Friday, May 29, 2015

New features in PostgreSQL 9.5

I wrote article about 9.5 in Czech language. There is google translator - so I hope it can be interesting for somebody here too.

Monday, May 18, 2015

faster plpgsql in PostgreSQL 9.5 (second part)

Tom Lane introduced new state for TOAST types - expanded state. The side effect of this change together with some changes in plpgsql internals has big impact to speed of array operation in plpgsql.
I have two plpgsql block with cycles. First enforces a array fields update, second a array append.
DO $$ 
DECLARE a int[] = array_fill(10, ARRAY[10000]);
BEGIN
FOR i IN 1 .. 10000 LOOP
  a[i] := 0;
END LOOP;
END;
$$;

DO $$ 
DECLARE a int[] = '{}';
BEGIN
FOR i IN 1 .. 10000 LOOP
  a := a || 10;
END LOOP;
END;
$$;
You can try this code on PostgreSQL 9.4 - and you can get time 450 and 220ms. Same code needs 6 and 5 ms only on PostgreSQL 9.5! It is more than one order speedup.

Sunday, May 10, 2015

faster plpgsql in PostgreSQL 9.5 (first part)
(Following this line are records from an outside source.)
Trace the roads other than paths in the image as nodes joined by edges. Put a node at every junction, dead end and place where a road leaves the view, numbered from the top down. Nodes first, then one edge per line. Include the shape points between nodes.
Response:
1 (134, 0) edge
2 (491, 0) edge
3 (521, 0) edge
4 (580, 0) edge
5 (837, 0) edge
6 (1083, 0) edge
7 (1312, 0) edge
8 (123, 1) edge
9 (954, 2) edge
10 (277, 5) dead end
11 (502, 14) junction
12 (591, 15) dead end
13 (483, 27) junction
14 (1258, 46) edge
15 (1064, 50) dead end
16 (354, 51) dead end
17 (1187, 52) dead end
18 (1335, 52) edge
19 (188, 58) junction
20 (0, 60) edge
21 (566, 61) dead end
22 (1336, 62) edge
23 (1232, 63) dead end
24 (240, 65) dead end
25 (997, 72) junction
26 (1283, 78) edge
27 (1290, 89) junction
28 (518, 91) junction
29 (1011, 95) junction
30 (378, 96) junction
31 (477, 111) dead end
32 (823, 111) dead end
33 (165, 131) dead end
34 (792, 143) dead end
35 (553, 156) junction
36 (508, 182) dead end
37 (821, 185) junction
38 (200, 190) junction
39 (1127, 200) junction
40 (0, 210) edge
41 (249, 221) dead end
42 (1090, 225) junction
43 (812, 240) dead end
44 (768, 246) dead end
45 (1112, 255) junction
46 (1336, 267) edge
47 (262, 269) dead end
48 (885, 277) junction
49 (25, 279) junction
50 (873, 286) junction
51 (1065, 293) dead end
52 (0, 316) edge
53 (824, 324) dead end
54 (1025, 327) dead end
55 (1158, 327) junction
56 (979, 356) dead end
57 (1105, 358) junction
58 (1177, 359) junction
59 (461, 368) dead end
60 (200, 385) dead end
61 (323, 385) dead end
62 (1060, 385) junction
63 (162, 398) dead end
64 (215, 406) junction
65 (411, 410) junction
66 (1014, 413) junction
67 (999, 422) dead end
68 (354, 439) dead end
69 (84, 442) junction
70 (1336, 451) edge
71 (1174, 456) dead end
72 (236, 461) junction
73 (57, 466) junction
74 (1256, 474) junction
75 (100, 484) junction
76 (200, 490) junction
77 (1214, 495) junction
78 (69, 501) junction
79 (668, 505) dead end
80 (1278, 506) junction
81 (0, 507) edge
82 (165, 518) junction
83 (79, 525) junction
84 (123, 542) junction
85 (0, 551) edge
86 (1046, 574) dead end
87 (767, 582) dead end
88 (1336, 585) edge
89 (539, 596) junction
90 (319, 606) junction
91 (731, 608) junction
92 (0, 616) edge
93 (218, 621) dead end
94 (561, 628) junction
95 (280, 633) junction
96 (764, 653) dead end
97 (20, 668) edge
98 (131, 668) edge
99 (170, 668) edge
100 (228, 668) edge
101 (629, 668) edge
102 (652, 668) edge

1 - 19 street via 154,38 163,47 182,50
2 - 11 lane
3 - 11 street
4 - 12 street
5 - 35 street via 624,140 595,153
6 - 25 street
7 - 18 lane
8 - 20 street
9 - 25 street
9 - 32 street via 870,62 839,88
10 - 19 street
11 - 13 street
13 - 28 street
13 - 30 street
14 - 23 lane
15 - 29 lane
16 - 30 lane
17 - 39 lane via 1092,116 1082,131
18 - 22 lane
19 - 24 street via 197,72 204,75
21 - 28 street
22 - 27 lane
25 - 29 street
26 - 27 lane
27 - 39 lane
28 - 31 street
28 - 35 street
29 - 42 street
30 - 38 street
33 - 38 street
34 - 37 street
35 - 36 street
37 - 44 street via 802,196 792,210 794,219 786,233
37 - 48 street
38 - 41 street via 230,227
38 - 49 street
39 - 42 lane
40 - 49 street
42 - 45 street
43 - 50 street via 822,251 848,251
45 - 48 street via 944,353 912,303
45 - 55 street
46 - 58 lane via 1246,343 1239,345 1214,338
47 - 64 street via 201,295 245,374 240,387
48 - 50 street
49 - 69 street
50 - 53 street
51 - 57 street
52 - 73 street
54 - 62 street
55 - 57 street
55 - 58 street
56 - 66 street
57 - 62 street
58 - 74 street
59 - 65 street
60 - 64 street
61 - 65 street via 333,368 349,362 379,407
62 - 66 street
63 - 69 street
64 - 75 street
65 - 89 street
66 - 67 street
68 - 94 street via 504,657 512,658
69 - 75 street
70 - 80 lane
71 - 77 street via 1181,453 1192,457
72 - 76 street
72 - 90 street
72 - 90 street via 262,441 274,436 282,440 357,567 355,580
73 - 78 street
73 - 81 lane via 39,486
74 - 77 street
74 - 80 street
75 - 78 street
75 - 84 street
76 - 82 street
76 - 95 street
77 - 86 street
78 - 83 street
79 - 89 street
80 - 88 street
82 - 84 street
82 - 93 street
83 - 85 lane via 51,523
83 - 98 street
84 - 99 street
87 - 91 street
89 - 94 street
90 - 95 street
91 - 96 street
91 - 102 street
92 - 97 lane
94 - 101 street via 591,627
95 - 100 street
The PL/pgSQL is important part of PostgreSQL. A implementation of plpgsql is terrible simple, what has two impacts (one positive, one negative).
  • We are able to implement new features very simply - implementation of some new functionality like ASSER or RAISE WITH CONTEXT needs only few hours.
  • Some usual features from other languages are missing or it its implementation is suboptimal. But there are significant progress in prepared PostgreSQL 9.5.
One less known issue of PLpgSQL is casting. PLpgSQL uses IO casting - every time, when type of variables or typmod isnot identical, plpgsql runtime transforms values from source type to text and back to target type. This IO casting is very simple for implementation, but it should be very hidden performance killer. plpgsql_check can raise warnings about it. You can see a impact of this IO cast on following test:
-- tested on PostgreSQL 9.4 (synthetic test, worst case) 
-- IO cast
postgres=# do $$declare s numeric = 0; begin for i in 1..10000000 loop s := i; end loop; end $$;
DO
Time: 6708.727 ms
-- enforced binary casts
postgres=# do $$declare s numeric = 0; begin for i in 1..10000000 loop s := i::numeric; end loop; end $$;
DO
Time: 4738.093 ms
    Tom Lane wrote and commited patch, that enforce binary casting everywhere it is possible. When it is impossible, then IO casting is used as before.
    -- tested on PostgreSQL 9.5
    postgres=# do $$declare s numeric = 0; begin for i in 1..10000000 loop s := i; end loop; end $$;
    DO
    Time: 3992.551 ms
    postgres=# do $$declare s numeric = 0; begin for i in 1..10000000 loop s := i::numeric; end loop; end $$;
    DO
    Time: 3693.739 ms
    
    There is still some overhead, but it is significantly less 30% versus 7.5%. Other positive - PostgreSQL is in this test about 30% faster (it is synthetic test, so reality should be different, but, the expectation so 9.5 will be faster than 9.4 is valid).